More fizzle than pop: the limits of Nicole Kidman’s erotic drama Babygirl

Despite bold scenes for mainstream American cinema, the sexy dom/sub age-gap film can’t quite figure out what it’s saying about desire

Arguably the most transgressive scene in Babygirl, A24’s erotic drama from the Dutch writer and director Halina Reijn that has Nicole Kidman on the awards circuit, is the first one. The film opens with an orgasm – for both Romy Mathis (Kidman) and her husband, Jacob (Antonio Banderas), together, in the marital bed. But as Jacob slumbers in post-coital bliss, Romy scampers down the hall – the shot of Kidman’s bare, apple-cheeked behind recalls her first scene in Stanley Kubrick’s 1999 film Eyes Wide Shut, one of several erotic 90s touchstones Reijn seeks to invoke and invert through the female gaze. In another room, we witness a private ritual. Her hands desperately flutter across a laptop keyboard; she prostrates herself on the ground, and makes herself come – for real this time – to porn.

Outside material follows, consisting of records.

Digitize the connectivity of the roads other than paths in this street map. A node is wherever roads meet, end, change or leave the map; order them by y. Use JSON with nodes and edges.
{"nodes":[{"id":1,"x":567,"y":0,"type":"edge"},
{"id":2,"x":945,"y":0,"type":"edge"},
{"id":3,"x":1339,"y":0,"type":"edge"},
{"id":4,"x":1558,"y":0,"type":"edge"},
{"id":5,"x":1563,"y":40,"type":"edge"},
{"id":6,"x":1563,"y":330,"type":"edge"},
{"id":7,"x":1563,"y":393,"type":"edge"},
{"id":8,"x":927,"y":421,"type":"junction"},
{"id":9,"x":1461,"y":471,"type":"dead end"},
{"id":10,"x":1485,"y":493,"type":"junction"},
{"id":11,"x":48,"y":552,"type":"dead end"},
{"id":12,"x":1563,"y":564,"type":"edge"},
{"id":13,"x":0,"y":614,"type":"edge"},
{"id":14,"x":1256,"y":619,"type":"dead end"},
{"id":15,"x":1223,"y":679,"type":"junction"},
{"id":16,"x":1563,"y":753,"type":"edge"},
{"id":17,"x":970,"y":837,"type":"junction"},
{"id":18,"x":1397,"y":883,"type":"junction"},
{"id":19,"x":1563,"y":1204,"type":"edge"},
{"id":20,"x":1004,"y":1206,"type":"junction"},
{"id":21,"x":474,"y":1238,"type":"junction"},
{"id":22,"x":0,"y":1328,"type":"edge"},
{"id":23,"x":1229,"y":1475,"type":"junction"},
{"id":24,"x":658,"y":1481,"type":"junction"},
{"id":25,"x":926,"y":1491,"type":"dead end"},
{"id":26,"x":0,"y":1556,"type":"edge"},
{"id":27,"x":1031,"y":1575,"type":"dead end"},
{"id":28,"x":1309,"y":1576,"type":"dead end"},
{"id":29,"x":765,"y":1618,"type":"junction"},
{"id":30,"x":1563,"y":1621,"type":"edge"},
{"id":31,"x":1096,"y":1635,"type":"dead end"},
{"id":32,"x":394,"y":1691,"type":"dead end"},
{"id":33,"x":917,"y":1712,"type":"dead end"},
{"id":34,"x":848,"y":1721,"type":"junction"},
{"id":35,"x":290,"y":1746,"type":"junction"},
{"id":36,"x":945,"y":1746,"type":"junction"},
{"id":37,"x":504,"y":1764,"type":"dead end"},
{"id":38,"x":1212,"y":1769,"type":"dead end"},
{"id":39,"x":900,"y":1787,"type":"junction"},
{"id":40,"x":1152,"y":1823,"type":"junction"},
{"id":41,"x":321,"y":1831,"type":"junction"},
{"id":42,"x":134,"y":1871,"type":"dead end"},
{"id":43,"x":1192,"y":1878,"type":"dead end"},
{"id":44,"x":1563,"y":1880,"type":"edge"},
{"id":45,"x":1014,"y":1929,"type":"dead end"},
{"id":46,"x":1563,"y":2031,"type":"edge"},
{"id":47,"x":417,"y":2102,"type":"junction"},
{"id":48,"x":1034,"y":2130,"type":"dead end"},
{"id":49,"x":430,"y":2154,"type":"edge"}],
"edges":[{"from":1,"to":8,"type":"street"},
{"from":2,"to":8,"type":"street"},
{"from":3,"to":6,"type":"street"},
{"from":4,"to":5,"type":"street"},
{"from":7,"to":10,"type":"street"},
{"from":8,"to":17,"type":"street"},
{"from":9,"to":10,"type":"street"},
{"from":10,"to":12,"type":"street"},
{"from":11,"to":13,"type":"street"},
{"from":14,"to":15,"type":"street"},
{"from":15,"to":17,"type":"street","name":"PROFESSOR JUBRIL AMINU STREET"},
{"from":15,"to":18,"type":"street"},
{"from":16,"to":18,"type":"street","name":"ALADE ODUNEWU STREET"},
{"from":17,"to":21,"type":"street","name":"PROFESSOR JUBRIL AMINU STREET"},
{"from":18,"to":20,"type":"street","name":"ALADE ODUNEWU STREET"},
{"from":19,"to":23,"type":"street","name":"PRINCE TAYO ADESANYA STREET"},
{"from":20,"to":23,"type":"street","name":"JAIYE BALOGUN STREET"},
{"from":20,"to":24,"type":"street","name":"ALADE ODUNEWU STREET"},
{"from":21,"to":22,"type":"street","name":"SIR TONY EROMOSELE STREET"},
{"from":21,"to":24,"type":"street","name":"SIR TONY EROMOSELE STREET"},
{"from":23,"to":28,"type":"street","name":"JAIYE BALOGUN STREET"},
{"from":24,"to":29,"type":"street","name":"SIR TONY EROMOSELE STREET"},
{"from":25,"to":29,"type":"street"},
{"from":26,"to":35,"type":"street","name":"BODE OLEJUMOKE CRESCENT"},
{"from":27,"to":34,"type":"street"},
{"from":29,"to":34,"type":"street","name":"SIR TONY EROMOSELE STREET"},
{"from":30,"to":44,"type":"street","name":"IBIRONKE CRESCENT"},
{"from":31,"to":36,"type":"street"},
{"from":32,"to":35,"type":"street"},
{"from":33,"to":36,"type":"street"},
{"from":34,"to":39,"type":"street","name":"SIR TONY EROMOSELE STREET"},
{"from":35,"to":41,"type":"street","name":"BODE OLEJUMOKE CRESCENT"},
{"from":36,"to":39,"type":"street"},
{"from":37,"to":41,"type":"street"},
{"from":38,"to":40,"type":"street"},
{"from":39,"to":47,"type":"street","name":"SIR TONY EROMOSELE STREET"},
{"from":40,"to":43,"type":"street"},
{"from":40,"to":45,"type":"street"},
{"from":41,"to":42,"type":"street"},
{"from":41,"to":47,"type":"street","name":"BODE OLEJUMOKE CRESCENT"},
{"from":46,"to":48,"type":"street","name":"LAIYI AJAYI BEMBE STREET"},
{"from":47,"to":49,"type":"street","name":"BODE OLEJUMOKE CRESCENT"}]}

It’s a bold opening salvo for a film, a statement of sorts: this film, arriving amid Hollywood’s long slide toward sexlessness, is not about sex so much as female desire. In less than two minutes, we glimpse a tangle of lust, shame, inner chaos, deception, actualization – what Romy sounds like when she’s faking it and when she’s not. For her, as for many women, desire is a maze, bent by societal pressures and warped by internalized incuriosity, non-linear, combustible and not fully comprehensible.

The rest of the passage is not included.